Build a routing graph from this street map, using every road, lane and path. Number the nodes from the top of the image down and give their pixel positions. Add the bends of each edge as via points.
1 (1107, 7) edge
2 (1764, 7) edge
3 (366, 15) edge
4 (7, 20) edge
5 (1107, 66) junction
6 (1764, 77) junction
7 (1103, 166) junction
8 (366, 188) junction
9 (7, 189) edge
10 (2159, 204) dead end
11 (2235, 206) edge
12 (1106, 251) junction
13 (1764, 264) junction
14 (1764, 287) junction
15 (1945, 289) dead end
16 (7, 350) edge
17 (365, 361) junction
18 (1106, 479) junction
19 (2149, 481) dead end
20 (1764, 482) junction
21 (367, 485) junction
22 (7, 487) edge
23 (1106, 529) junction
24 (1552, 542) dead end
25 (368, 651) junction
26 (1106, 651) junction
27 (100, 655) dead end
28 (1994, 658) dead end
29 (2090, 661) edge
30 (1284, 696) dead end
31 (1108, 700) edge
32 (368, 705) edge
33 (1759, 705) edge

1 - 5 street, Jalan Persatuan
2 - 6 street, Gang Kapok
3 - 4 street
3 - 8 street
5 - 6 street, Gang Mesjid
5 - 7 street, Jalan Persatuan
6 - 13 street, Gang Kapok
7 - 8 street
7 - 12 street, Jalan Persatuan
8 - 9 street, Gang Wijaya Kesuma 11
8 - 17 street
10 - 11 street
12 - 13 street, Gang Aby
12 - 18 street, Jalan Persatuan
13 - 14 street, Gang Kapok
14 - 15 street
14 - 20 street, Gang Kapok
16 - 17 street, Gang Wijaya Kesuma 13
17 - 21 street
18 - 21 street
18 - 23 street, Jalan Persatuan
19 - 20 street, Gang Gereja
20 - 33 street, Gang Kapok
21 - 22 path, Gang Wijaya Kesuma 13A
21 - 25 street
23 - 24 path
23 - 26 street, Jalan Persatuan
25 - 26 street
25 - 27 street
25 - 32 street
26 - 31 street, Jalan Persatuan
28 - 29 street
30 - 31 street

+--

Copy each line of the records that has "Jalan" in it.

◆ **RESPONSE AREA**
1 - 5 street, Jalan Persatuan
5 - 7 street, Jalan Persatuan
7 - 12 street, Jalan Persatuan
12 - 18 street, Jalan Persatuan
18 - 23 street, Jalan Persatuan
23 - 26 street, Jalan Persatuan
26 - 31 street, Jalan Persatuan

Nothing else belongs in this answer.